The prosecuting attorney called our attention to the able manner in which the defendant conducted himself during the trial, examining witnesses, formulating objections, taking exceptions and finally requesting that he be peremptorily acquitted. That is true. However, the information filed against him, the statute which he is alleged to have violated and the evidence presented against him speak for themselves in an eloquent manner as to the necessity in a case of this kind for the intervention of a lawyer and as to how different the final outcome of this case could have been through the intervention in favor of the defendant of an educated mind, skilled in the law and jurisprudence.
As it appears clearly from the record that the court did not warn defendant of his right, that he was not represented by an attorney and that he did not waive his right to be represented, this case falls within the scope of the decision of the Supreme Court of the United States in Johnson v. Zerbst, 304 U.S. 458, and within the scope of the decisions of this Supreme Court in Ex parte Hernández, 54 P.R.R. 396; People v. Rivera, 54 P.R.R. 581; People v. Correa, 54 P.R.R. 755; People v. Mercado, 54 P.R.R. 859; People v.

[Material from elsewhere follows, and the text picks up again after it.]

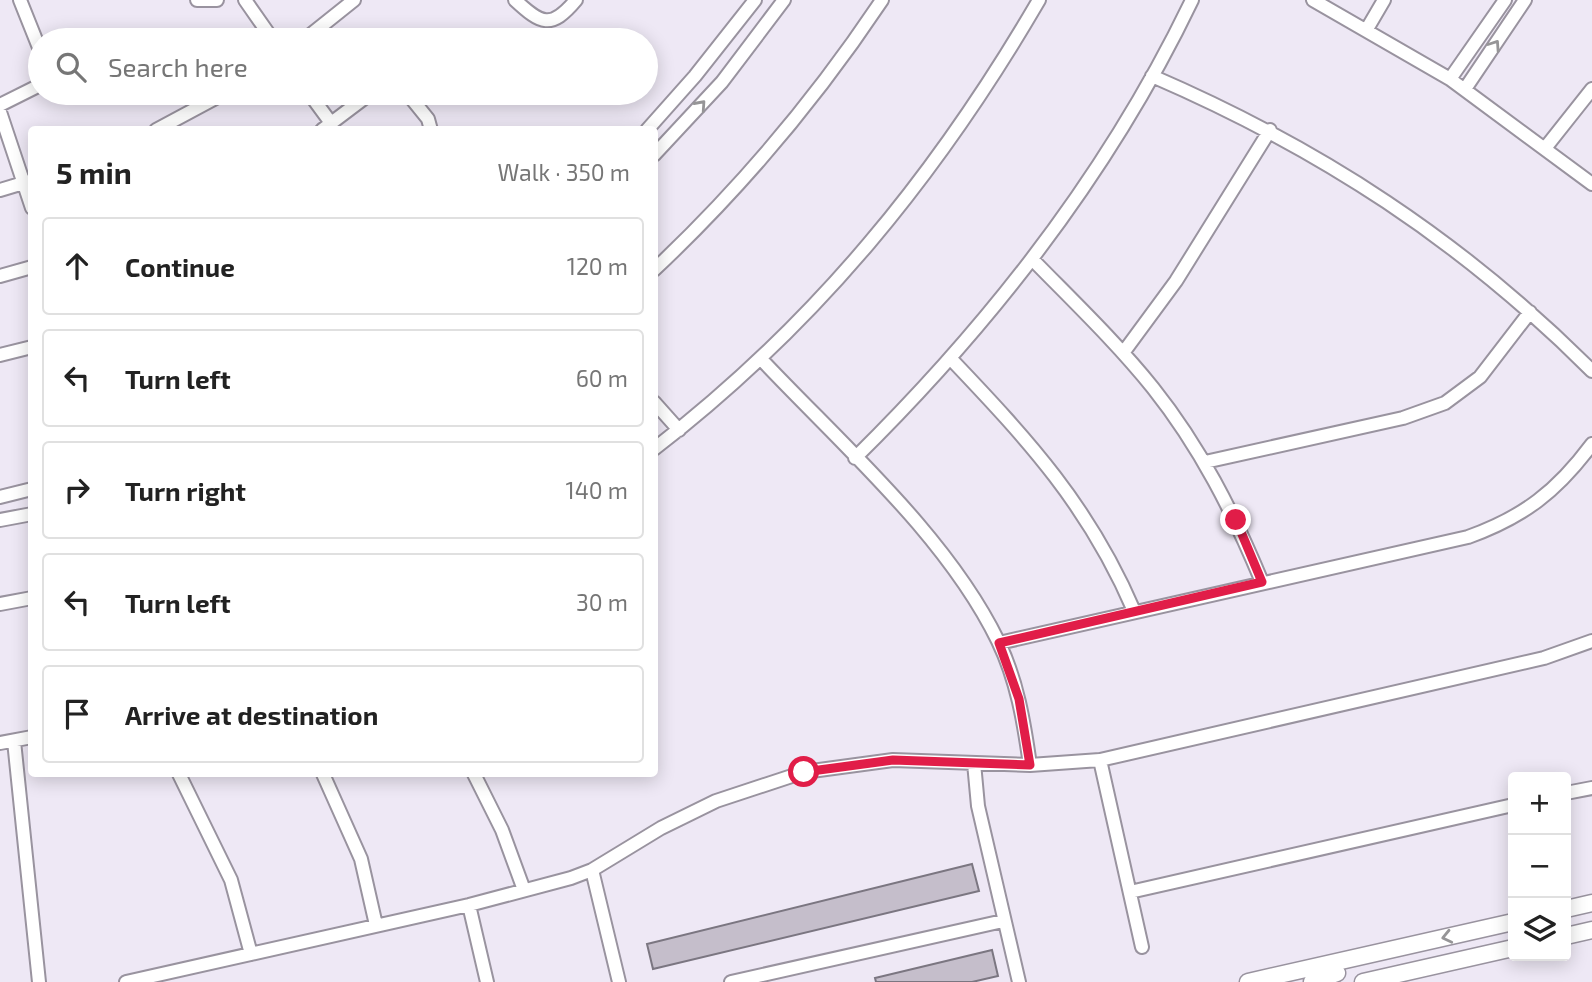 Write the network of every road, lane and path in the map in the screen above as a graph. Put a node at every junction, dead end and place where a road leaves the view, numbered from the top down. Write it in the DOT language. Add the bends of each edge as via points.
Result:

Rodriguez, *1254 D.P.R. 1004 (per curiam decision not published in the English edition); People v. Santana, 55 P.R.R. 231; Ex parte Oropesa, 55 P.R.R. 274; Ex parte Rodriguez, 55 P.R.R. 403; Ex parte Resto, 55 P.R.R. 700; People v. Delestre, 55 D.P.R. 1000 (per curiam decision not published in the English edition) and People v. Muriel, 57 P.R.R. ____.
If on any occasion the bar association and the local attorneys, especially those who were in court the day of the trial, as well as the trial judge, should have taken care that the defendant be assisted by the best possible legal defense, it was on this occasion in which a citizen was charged with unlawful practice as an attorney. The profession at that moment should have shown itself in all its grandeur and yet it did not do so.
Every attorney on being admitted by this Court to the practice of his noble profession swears: “I will counsel and maintain only such actions, proceedings, and defenses as appear to me legally debatable and just, except the defense of a person charged with a public offense.” And he adds: “I will never reject, from any consideration personal-to myself, the cause of the defenseless or oppressed, nor delay any man’s cause for lucre or malice.”
The oath goes so far that it exempts the defense of all those persons charged with the commission of a crime from that previous detailed investigation which as a general rule should be made of its legal merits before a representation is assumed in any other cases, and the disinterested conduct that should be followed when the defense of the oppressed and the downtrodden is concerned, is reaffirmed when said defense is placed above the personal interest of the attorney.
The freedom of the petitioner must be and is hereby decreed.